With that in mind, she admits that women have to think like men when it comes to the capital markets.  While she believes that this has traditionally been a man’s industry, she looks at market participants as equal.  She advises that women have to put their intelligence first, before everything else, and to be secure in what they know. 

Corral understands the importance of female role models and has specific people she looks up to in the industry.  She admires Kim Taylor, the head of the clearing division at the Chicago Mercantile Exchange, and Leslie Sutphen, the global head of eSolutions at Newedge. 

“These women are like icons to me.  They are tough, they know their stuff, and they cultivate knowledge. They laugh and enjoy their job and their lives,” she said.  “Leslie was the first woman I met in the industry and I was so impressed with her.  She is secure and knows what she does.”

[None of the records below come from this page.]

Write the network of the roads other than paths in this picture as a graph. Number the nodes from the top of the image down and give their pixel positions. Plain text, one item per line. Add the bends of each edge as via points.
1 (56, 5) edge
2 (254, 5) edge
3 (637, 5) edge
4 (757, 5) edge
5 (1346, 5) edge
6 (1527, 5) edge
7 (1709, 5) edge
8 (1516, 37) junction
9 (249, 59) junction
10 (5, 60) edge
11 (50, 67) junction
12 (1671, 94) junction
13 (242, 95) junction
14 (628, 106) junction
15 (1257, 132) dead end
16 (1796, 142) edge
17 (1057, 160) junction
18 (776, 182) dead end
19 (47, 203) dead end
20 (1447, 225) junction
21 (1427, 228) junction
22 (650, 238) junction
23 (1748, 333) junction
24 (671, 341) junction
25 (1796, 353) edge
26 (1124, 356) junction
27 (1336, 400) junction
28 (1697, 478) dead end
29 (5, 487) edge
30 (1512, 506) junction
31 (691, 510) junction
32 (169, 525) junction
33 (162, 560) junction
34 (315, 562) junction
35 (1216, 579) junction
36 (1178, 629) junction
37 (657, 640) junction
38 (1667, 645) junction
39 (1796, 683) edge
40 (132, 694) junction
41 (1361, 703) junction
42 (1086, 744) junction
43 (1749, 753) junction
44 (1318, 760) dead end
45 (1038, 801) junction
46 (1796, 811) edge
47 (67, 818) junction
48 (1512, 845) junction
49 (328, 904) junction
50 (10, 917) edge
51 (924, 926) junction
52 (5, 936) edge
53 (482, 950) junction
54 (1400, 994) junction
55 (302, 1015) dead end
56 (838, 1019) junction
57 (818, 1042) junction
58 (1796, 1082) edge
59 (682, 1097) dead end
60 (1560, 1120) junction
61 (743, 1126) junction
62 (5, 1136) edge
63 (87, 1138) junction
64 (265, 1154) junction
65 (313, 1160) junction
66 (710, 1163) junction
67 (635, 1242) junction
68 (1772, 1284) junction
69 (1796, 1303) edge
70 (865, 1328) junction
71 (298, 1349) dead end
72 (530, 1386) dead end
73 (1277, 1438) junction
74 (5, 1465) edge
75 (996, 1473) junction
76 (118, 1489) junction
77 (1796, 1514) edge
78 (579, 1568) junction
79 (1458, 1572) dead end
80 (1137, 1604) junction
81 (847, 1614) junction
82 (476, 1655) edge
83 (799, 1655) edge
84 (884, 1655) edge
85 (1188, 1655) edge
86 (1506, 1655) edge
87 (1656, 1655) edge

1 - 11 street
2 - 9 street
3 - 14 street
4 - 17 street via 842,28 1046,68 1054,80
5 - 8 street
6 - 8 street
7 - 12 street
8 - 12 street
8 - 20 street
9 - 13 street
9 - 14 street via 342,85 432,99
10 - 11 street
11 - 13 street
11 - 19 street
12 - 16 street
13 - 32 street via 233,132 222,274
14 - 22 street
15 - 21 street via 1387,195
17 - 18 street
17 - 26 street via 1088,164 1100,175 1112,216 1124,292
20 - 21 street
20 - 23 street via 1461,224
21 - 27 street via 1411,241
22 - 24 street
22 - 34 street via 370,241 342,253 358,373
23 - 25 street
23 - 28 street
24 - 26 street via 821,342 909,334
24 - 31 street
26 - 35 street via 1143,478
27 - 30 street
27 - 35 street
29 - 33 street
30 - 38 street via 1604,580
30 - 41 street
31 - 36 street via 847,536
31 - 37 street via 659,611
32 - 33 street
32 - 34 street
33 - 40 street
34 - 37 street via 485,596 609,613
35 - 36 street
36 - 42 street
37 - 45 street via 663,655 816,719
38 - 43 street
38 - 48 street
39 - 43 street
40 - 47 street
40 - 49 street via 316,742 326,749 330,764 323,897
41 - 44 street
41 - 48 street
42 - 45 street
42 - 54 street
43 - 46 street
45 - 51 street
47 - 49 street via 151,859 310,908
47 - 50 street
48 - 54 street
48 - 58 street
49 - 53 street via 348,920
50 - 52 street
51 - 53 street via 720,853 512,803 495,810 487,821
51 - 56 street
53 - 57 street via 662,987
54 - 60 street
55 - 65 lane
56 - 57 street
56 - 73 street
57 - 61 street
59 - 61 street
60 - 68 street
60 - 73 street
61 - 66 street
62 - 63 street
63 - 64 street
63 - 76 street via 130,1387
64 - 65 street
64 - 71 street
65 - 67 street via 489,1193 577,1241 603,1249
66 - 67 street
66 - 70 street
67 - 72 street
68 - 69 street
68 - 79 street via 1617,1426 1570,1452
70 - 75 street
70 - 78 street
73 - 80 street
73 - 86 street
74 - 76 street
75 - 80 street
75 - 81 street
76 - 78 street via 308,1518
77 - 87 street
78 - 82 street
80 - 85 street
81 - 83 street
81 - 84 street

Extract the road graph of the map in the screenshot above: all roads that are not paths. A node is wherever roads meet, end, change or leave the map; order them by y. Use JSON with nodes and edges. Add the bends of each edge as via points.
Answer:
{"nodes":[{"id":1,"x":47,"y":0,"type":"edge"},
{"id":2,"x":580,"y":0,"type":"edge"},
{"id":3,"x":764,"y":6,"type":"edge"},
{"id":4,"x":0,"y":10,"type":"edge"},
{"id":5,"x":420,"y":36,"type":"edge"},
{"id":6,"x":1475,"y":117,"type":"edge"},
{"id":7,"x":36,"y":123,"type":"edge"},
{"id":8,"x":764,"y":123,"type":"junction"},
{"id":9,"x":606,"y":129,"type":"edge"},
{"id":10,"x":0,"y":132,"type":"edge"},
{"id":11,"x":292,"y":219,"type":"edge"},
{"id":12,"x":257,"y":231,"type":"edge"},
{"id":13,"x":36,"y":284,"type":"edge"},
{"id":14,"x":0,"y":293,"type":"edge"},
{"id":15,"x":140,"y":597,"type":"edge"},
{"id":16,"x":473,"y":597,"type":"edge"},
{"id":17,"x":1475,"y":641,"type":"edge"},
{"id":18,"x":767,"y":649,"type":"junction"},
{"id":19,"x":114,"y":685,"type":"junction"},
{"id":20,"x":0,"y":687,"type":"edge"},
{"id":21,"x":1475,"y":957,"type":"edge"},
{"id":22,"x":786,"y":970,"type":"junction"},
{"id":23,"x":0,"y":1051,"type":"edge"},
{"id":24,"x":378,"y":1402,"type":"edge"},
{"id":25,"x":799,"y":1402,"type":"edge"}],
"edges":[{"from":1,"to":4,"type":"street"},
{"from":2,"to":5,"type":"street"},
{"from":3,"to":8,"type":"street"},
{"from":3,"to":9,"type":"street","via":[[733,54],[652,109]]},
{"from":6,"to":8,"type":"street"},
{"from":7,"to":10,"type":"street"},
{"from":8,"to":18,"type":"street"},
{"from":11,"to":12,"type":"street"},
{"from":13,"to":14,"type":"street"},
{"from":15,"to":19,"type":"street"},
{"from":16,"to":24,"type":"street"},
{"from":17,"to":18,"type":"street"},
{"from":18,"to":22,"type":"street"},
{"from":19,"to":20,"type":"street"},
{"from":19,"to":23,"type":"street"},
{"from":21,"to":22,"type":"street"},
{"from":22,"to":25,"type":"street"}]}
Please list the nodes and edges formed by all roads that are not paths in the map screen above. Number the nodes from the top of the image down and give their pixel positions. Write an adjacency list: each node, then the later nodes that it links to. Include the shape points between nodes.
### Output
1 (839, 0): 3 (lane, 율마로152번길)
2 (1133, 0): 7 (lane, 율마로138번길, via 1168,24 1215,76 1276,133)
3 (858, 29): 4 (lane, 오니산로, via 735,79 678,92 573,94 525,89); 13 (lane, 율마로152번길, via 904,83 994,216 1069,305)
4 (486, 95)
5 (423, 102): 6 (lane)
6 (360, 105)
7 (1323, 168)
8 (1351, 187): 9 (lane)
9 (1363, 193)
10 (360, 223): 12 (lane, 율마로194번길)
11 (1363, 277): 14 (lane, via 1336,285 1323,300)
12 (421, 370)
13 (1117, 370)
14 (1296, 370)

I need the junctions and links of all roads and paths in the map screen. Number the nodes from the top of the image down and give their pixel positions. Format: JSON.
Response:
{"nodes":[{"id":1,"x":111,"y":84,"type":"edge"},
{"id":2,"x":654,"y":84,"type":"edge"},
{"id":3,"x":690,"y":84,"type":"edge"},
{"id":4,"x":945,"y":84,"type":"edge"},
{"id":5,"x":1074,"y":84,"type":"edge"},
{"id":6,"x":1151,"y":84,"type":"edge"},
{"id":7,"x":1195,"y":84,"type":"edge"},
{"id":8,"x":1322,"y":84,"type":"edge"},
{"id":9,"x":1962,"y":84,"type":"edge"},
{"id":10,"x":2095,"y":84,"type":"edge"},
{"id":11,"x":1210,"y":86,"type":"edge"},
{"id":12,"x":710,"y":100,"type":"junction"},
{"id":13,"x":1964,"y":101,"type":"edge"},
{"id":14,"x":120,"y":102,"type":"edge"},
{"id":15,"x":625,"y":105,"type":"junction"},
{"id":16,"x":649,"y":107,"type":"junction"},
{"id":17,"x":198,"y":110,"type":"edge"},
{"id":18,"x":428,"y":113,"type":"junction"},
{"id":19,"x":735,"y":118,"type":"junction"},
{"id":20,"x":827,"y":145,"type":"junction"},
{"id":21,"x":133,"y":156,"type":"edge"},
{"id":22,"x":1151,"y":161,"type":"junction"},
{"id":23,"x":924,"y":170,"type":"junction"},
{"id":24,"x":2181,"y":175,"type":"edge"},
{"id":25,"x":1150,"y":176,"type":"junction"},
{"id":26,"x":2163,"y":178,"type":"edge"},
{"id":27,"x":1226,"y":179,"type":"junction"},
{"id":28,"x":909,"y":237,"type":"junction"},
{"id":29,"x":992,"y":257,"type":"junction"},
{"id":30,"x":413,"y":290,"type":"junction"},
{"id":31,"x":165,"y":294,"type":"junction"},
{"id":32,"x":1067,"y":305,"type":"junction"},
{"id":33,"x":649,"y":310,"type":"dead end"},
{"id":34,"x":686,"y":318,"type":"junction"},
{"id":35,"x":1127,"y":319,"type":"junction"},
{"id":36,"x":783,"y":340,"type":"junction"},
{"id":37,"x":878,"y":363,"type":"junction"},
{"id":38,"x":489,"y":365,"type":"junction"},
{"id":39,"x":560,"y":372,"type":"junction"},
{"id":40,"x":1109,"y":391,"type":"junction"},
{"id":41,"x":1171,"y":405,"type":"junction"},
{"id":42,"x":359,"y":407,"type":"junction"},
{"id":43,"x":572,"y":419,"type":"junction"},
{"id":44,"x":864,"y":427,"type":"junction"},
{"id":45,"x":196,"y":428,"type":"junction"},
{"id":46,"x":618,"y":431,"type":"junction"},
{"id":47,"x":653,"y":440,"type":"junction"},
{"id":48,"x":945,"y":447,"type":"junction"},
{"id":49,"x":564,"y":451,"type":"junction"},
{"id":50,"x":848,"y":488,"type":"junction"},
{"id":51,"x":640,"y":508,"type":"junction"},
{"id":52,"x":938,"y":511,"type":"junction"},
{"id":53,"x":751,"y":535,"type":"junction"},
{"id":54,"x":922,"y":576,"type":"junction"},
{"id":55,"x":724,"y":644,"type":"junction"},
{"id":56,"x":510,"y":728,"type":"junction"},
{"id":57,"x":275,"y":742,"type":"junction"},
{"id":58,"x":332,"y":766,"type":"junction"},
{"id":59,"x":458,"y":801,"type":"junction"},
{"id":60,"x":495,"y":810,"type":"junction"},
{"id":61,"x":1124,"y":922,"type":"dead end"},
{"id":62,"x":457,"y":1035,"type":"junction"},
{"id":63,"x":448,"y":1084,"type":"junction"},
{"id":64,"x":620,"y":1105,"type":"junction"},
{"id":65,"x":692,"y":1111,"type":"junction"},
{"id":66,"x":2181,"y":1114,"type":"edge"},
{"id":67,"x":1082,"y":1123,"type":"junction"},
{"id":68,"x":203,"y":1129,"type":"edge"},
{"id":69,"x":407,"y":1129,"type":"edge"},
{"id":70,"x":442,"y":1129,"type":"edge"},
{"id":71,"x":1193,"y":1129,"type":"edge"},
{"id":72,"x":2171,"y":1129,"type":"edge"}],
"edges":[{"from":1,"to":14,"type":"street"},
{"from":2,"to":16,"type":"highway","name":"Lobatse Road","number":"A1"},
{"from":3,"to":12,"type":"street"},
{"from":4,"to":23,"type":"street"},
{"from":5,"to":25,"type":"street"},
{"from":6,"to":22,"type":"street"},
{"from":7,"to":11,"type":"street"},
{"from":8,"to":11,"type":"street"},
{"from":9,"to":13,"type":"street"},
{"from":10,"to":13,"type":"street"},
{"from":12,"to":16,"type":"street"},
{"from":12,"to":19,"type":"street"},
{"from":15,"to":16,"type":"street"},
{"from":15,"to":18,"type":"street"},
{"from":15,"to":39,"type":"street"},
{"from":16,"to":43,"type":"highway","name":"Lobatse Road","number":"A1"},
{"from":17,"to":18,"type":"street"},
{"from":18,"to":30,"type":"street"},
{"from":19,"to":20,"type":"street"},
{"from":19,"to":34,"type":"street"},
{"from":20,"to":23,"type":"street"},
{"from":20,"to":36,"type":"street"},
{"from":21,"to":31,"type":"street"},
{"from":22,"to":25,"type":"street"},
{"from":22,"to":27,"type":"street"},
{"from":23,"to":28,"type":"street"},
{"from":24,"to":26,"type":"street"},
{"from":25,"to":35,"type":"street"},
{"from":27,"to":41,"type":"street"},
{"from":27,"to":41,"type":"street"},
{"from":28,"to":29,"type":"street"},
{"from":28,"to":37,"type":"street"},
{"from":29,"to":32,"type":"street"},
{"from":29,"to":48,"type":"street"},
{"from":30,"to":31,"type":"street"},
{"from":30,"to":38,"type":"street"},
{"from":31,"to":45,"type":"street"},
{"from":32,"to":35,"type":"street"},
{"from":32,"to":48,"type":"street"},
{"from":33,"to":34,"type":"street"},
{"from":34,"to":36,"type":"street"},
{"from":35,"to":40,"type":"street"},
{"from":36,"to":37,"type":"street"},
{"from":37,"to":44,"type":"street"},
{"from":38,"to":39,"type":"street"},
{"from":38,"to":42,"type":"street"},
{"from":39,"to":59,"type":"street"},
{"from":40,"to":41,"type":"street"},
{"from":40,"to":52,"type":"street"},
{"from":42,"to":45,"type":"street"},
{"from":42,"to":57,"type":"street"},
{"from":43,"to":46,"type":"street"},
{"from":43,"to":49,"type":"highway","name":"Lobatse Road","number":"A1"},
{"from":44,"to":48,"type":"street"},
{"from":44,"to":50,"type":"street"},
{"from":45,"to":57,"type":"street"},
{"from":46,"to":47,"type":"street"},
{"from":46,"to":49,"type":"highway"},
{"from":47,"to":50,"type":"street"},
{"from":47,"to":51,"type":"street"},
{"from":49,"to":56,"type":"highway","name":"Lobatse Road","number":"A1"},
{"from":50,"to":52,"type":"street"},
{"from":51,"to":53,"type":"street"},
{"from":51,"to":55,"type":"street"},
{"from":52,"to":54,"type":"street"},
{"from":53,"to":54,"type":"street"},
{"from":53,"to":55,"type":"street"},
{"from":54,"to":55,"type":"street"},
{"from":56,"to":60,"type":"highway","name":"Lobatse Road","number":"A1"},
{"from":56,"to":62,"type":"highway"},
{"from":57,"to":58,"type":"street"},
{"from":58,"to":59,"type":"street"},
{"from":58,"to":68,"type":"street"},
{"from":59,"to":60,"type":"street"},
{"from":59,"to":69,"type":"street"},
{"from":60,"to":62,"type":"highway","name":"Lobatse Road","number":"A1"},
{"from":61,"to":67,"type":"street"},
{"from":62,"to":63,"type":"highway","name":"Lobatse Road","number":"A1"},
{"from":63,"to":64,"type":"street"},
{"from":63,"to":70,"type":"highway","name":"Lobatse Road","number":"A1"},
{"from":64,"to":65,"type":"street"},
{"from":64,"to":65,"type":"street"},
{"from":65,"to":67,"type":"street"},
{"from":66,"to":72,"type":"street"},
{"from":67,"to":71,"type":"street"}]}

Corral works seven days a week, splitting her efforts between the Exchange, her photo studio and her home life.  She is proud of the work she has accomplished in each sector of her life. She hopes that her experiences will help other women in the capital markets find a balance, not only with the work-life challenge but, with the ability to interact with their male counterparts on an equal level and still bring that spice she knows women bring to the industry.